In the coming years, the energy transition will be a global environmental priority to protect the planet. To meet the challenge, GRTgaz designed Jupiter 1000, a project it unveiled at COP21 last December. Jupiter 1000, a demonstrator designed to develop the Power to Gas industry in France, turns surplus electricity into synthetic gas and, consequently, into sustainable, renewable energy. The goal is to develop a circular economy while recycling CO2. GRTgaz’s seven French partners (Atmostat, CEA, CNR, Leroux et Lotz Technologies, McPhy Energy, TIGF and the Grand Port Maritime de Marseille) have put their complementary skills together to meet the challenge and get the demonstrator up and running in Fos-sur-Mer by 2018.
Turning power into gas: GRTgaz meets the challenge
GRTgaz, Europe’s leading high-pressure natural gas transmission company with 32,000 km of high-pressure pipelines, 3,000 employees and two billion euros in turnover, aims to expand its activity and, especially, to facilitate the injection of renewable gases into its network.
The company, which already has two branches in the Provence-Alps-Côte-d’Azur region — one in Aix-en-Provence, the other in Marseille — chose the Innovex innovation platform at PIICTO, an eco-industry site in Fos-sur-Mer, to build the project. Headed by Sylvain Lemelletier, the Jupiter 1000 team seeks to solve the problem of power storage, which is holding back the energy transition.
Using the Power to Gas process, the project should make it possible to indefinitely absorb unlimited amounts of renewable electrical energy, adding recycled CO2 from factory smokestacks, for example, to convert the surplus into synthetic methane. In the future, this groundbreaking technology, which complements methanation that uses green waste and the treatment of biogas, will offer the possibility of connecting green gas to the transport network over wide areas, including Europe, and of opening up new markets.

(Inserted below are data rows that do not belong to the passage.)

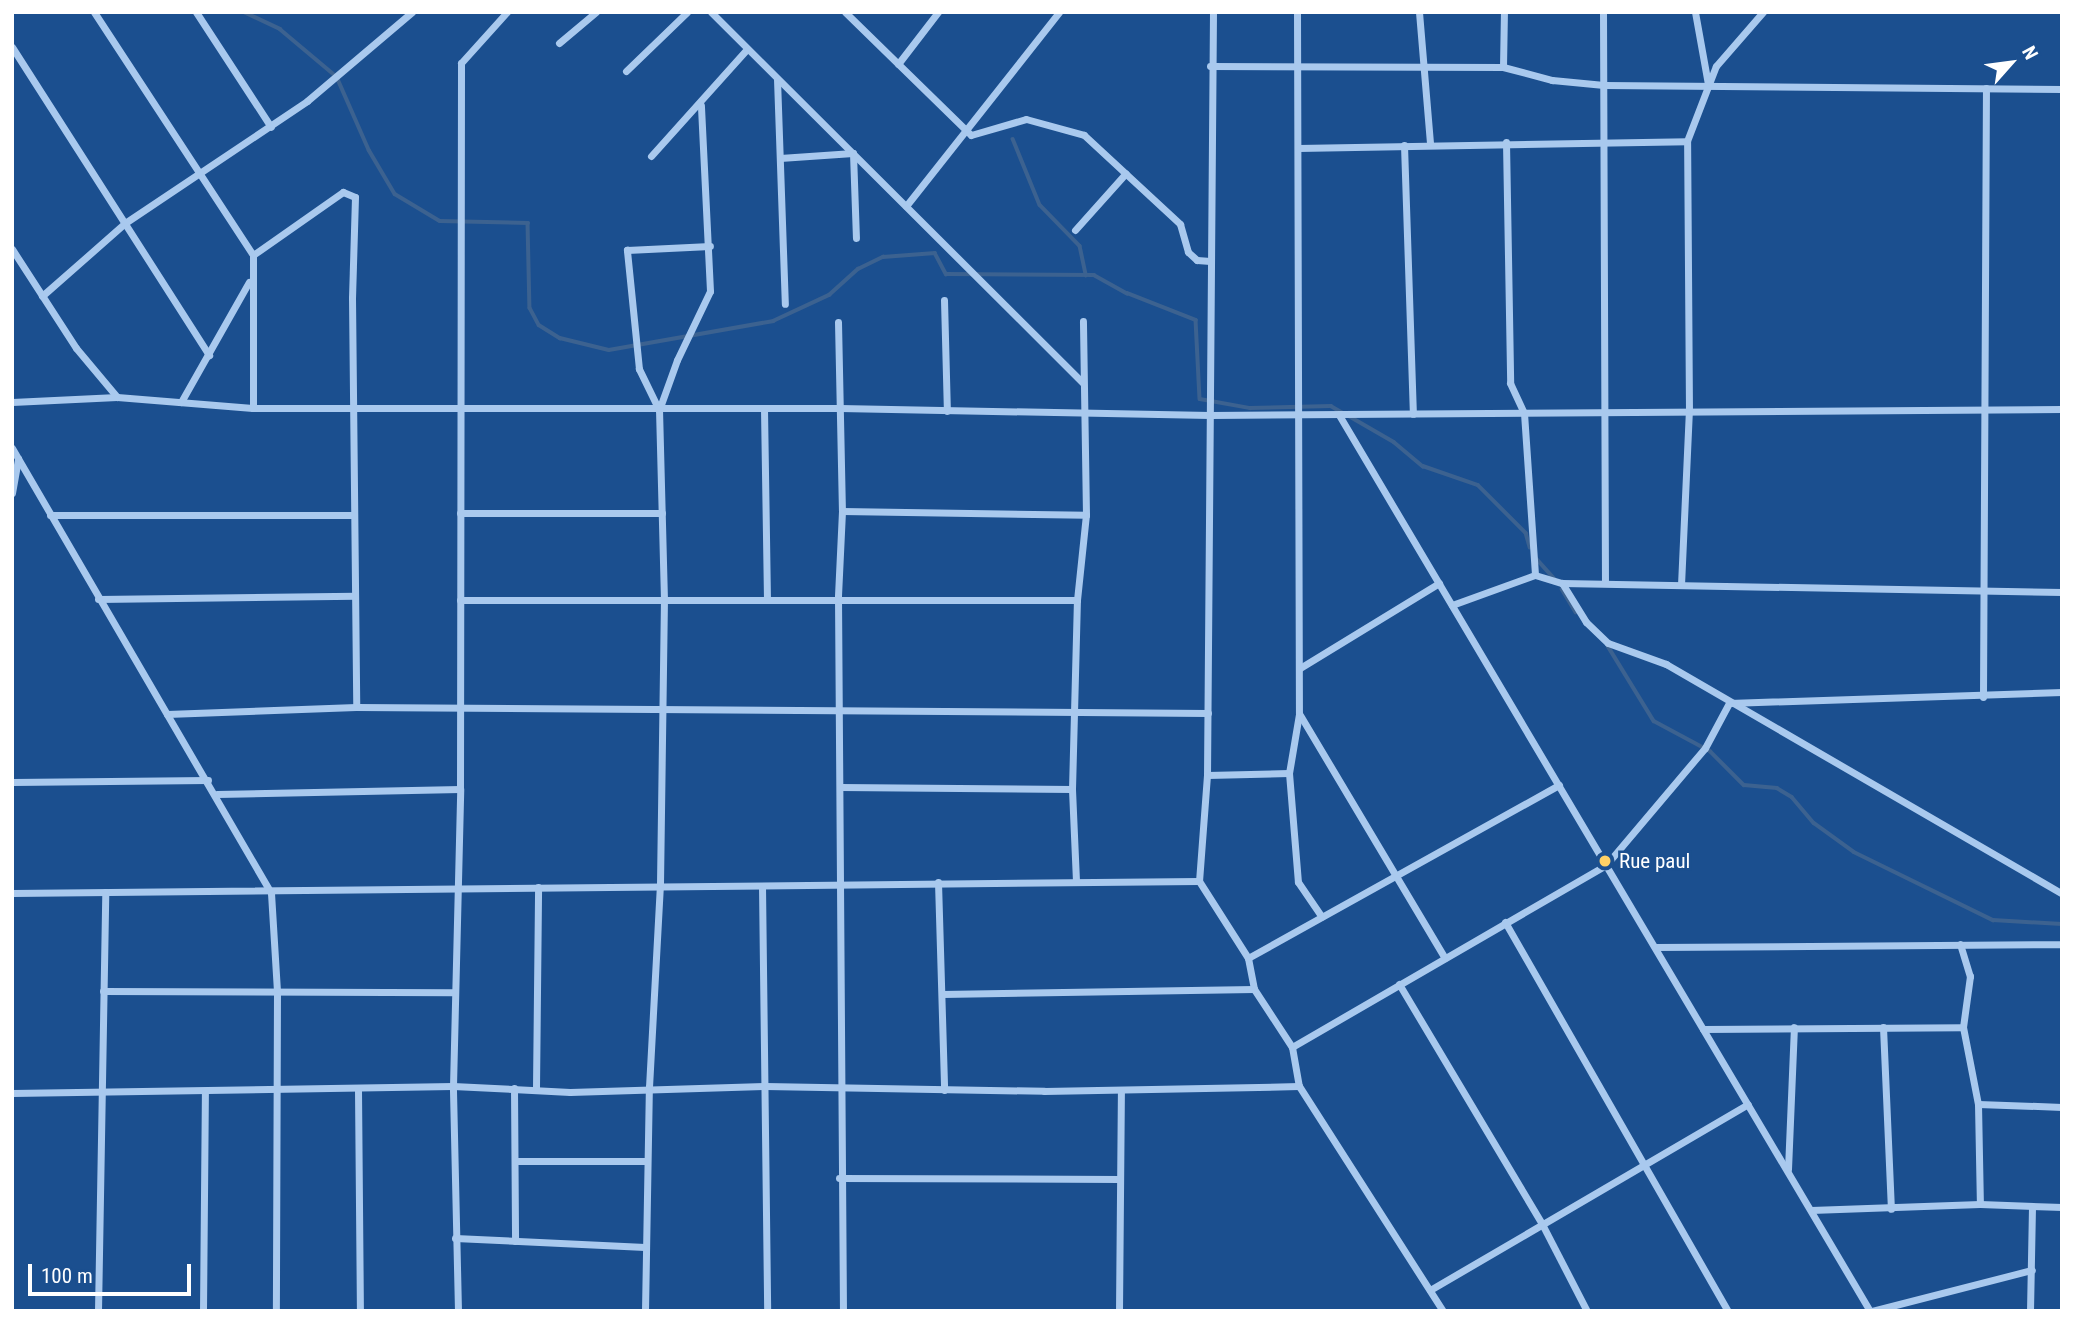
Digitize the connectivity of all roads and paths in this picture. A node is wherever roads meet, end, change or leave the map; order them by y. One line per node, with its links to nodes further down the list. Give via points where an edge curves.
1 (94, 12): 44 (street)
2 (196, 12): 33 (street)
3 (412, 12): 33 (street)
4 (507, 12): 67 (street, via 461,63)
5 (596, 12): 18 (street)
6 (687, 12): 26 (street)
7 (711, 12): 20 (street)
8 (845, 12): 21 (street)
9 (939, 12): 21 (street)
10 (1059, 12): 34 (street)
11 (1213, 12): 23 (street)
12 (1297, 12): 24 (street)
13 (1419, 12): 22 (street)
14 (1504, 12): 25 (street)
15 (1603, 12): 28 (street)
16 (1696, 12): 29 (street)
17 (1763, 12): 29 (street, via 1716,66)
18 (559, 43)
19 (12, 47): 47 (street)
20 (747, 49): 27 (street); 32 (street)
21 (898, 65): 34 (street)
22 (1427, 65): 24 (street); 25 (street); 38 (street)
23 (1210, 66): 24 (street); 53 (street)
24 (1298, 66): 40 (street)
25 (1503, 67): 28 (street, via 1552,80)
26 (626, 71)
27 (777, 78): 41 (street); 43 (street)
28 (1604, 85): 29 (street); 37 (street)
29 (1708, 85): 30 (street); 35 (street)
30 (1986, 88): 31 (street); 72 (street)
31 (2062, 89)
32 (701, 105): 42 (street); 50 (street)
33 (271, 127): 44 (street)
34 (967, 132): 45 (street, via 978,134 1010,122 1040,120 1084,135); 46 (street)
35 (1687, 141): 37 (street); 75 (street)
36 (1506, 142): 37 (street); 38 (street); 78 (street, via 1510,383)
37 (1604, 143): 74 (street)
38 (1430, 144): 39 (street)
39 (1404, 145): 40 (street); 77 (street)
40 (1298, 148): 80 (street)
41 (853, 153): 43 (street); 46 (street); 49 (street)
42 (651, 156)
43 (780, 158): 57 (street)
44 (201, 172): 47 (street); 52 (street)
45 (1126, 173): 48 (street); 53 (street, via 1180,224 1188,252 1196,260)
46 (906, 206): 61 (street)
47 (125, 223): 55 (street); 60 (street)
48 (1075, 230)
49 (856, 238)
50 (710, 246): 71 (street, via 706,304 677,360); 71 (street, via 627,250 639,369)
51 (12, 249): 55 (street)
52 (253, 255): 54 (street); 65 (street, via 343,192 355,197)
53 (1210, 261): 79 (street)
54 (251, 278): 60 (street); 66 (street)
55 (42, 296): 62 (street, via 76,348)
56 (944, 300): 73 (street)
57 (785, 304)
58 (838, 321): 68 (street)
59 (1083, 321): 61 (street)
60 (209, 355): 64 (street)
61 (1083, 383): 76 (street)
62 (117, 397): 63 (street); 64 (street)
63 (12, 402)
64 (181, 402): 66 (street)
65 (353, 407): 66 (street); 67 (street); 90 (street)
66 (253, 408)
67 (460, 408): 71 (street); 86 (street)
68 (841, 408): 69 (street); 73 (street); 85 (street)
69 (764, 409): 71 (street); 99 (street)
70 (2062, 409): 72 (street)
71 (659, 410): 87 (street)
72 (1987, 410): 75 (street); 96 (street)
73 (947, 411): 76 (street)
74 (1605, 412): 75 (street); 78 (street); 92 (street)
75 (1689, 412): 95 (street)
76 (1086, 414): 79 (street); 88 (street)
77 (1413, 414): 78 (street); 81 (street)
78 (1524, 414): 91 (street)
79 (1210, 415): 80 (street); 115 (street)
80 (1301, 415): 81 (street); 106 (street)
81 (1339, 415): 93 (street)
82 (12, 448): 83 (street)
83 (18, 458): 84 (street); 89 (street)
84 (12, 493)
85 (842, 511): 88 (street); 100 (street)
86 (460, 513): 87 (street); 102 (street)
87 (662, 513): 103 (street)
88 (1086, 514): 104 (street)
89 (50, 515): 90 (street); 101 (street)
90 (354, 515): 98 (street)
91 (1535, 575): 94 (street); 105 (street)
92 (1605, 582): 94 (street); 95 (street)
93 (1439, 583): 105 (street); 106 (street)
94 (1562, 583): 109 (street, via 1586,622 1608,643 1666,664)
95 (1681, 585): 96 (street)
96 (1984, 590): 97 (street); 108 (street)
97 (2062, 592)
98 (355, 596): 101 (street); 110 (street)
99 (767, 597): 100 (street); 103 (street)
100 (838, 597): 104 (street); 113 (street)
101 (98, 599): 116 (street)
102 (460, 600): 103 (street); 111 (street)
103 (664, 600): 112 (street)
104 (1077, 600): 114 (street)
105 (1452, 605): 122 (street)
106 (1300, 668): 117 (street)
107 (2062, 692): 108 (street)
108 (1983, 697): 109 (street)
109 (1729, 703): 127 (street, via 1705,748); 140 (street)
110 (356, 708): 111 (street); 116 (street)
111 (460, 708): 112 (street); 124 (street)
112 (662, 708): 113 (street); 132 (street)
113 (842, 709): 114 (street); 123 (street)
114 (1074, 710): 115 (street); 125 (street)
115 (1208, 713): 119 (street)
116 (167, 714): 120 (street)
117 (1299, 714): 118 (street); 128 (street)
118 (1289, 773): 119 (street); 141 (street, via 1298,882)
119 (1208, 775): 131 (street)
120 (208, 780): 121 (street); 126 (street)
121 (12, 782)
122 (1559, 785): 127 (street); 128 (street)
123 (840, 787): 125 (street); 133 (street)
124 (460, 789): 126 (street); 136 (street)
125 (1072, 789): 130 (street)
126 (217, 794): 139 (street)
127 (1606, 865): 142 (street); 145 (street)
128 (1396, 876): 141 (street); 147 (street)
129 (938, 881): 130 (street); 133 (street); 153 (street)
130 (1076, 881): 131 (street)
131 (1199, 881): 146 (street)
132 (660, 884): 134 (street); 135 (street); 162 (street)
133 (842, 885): 134 (street); 166 (street)
134 (762, 886): 160 (street)
135 (538, 887): 136 (street); 164 (street)
136 (457, 888): 139 (street); 152 (street)
137 (105, 892): 138 (street); 139 (street); 150 (street)
138 (12, 893)
139 (271, 893): 151 (street)
140 (2062, 894)
141 (1322, 917): 146 (street)
142 (1505, 922): 147 (street); 178 (street)
143 (1960, 944): 144 (street); 145 (street); 156 (street, via 1970,976)
144 (2062, 944)
145 (1655, 947): 157 (street)
146 (1248, 958): 149 (street)
147 (1445, 958): 148 (street)
148 (1399, 984): 158 (street); 187 (street)
149 (1254, 989): 153 (street); 158 (street)
150 (103, 992): 151 (street); 171 (street)
151 (277, 992): 152 (street); 169 (street)
152 (454, 992): 159 (street)
153 (942, 994): 167 (street)
154 (1794, 1027): 155 (street); 157 (street); 179 (street)
155 (1883, 1027): 156 (street); 185 (street)
156 (1963, 1027): 174 (street)
157 (1703, 1029): 173 (street)
158 (1292, 1046): 161 (street)
159 (453, 1086): 163 (street); 165 (street); 188 (street)
160 (765, 1086): 162 (street); 166 (street); 199 (street)
161 (1299, 1086): 168 (street); 192 (street)
162 (649, 1087): 164 (street, via 570,1092); 177 (street)
163 (514, 1088): 164 (street); 176 (street)
164 (536, 1088)
165 (358, 1090): 169 (street); 196 (street)
166 (844, 1090): 167 (street); 180 (street)
167 (944, 1090): 168 (street)
168 (1121, 1090): 181 (street)
169 (278, 1091): 170 (street); 195 (street)
170 (205, 1092): 171 (street); 194 (street)
171 (99, 1093): 172 (street); 193 (street)
172 (12, 1094)
173 (1748, 1104): 178 (street); 179 (street)
174 (1978, 1104): 175 (street); 182 (street)
175 (2062, 1107)
176 (515, 1161): 177 (street); 189 (street)
177 (647, 1161): 190 (street)
178 (1644, 1163): 187 (street); 204 (street)
179 (1788, 1171): 186 (street)
180 (839, 1178): 181 (street); 200 (street)
181 (1120, 1179): 201 (street)
182 (1980, 1204): 183 (street); 185 (street)
183 (2032, 1206): 184 (street); 191 (street)
184 (2062, 1207)
185 (1891, 1209): 186 (street)
186 (1811, 1210): 205 (street)
187 (1542, 1224): 192 (street); 203 (street)
188 (455, 1238): 189 (street); 197 (street)
189 (515, 1241): 190 (street)
190 (645, 1247): 198 (street)
191 (2032, 1270): 205 (street); 206 (street)
192 (1430, 1290): 202 (street)
193 (98, 1311)
194 (203, 1311)
195 (276, 1311)
196 (360, 1311)
197 (458, 1311)
198 (645, 1311)
199 (767, 1311)
200 (843, 1311)
201 (1119, 1311)
202 (1443, 1311)
203 (1587, 1311)
204 (1728, 1311)
205 (1871, 1311)
206 (2031, 1311)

Some countries, such as Germany, have already long been working on the technology in a push to make the energy transition and integrate the Power to Gas process into their economies. Several European partners are co-financing Jupiter 1000, which is based on prior studies carried out to determine whether the process is viable on an industrial scale. The goal is to create all the conditions necessary to launch the first Power to Gas industry in France.
A tailor-made site for a project with a future
After touring France to choose the best site to develop Jupiter 1000, GRTgaz found the ideal location in Provence. Key arguments leading to the company’s decision include the ease with which CO2 can be captured, the presence of nearby renewable energy sources, good access to networks and the industrial partners and local authorities’ commitment to the project. A meeting with the Port of Marseille’s representatives and the PIICTO team’s warm welcome convinced GRTgaz to locate the demonstrator in Fos-sur-Mer, making it the first company to set up operations at the future Innovex platform.
What’s more, being located at a port site is a key asset for future trade with other countries, especially Morocco, which has already displayed interest in the project.
The site should help to boost the PIICTO platform and make it viable. GRTgaz will work closely with regional companies and local industries, fostering growth in the area and the development of Jupiter 1000, which the region has backed since its inception.
GRTgaz is planning to build the demonstrator in 2017 and bring it into service in 2018. At first, it will produce a small amount of energy, but the company is looking much further ahead and envisions creating a new market based on decarbonized gas and all its uses (NGV mobility, etc.). President François Hollande even visited the stand when he came to the Villa Méditerranée in Marseille for Medcop21 in June 2015. Several local manufacturing companies have also shown interest in the demonstrator and the Innovex platform.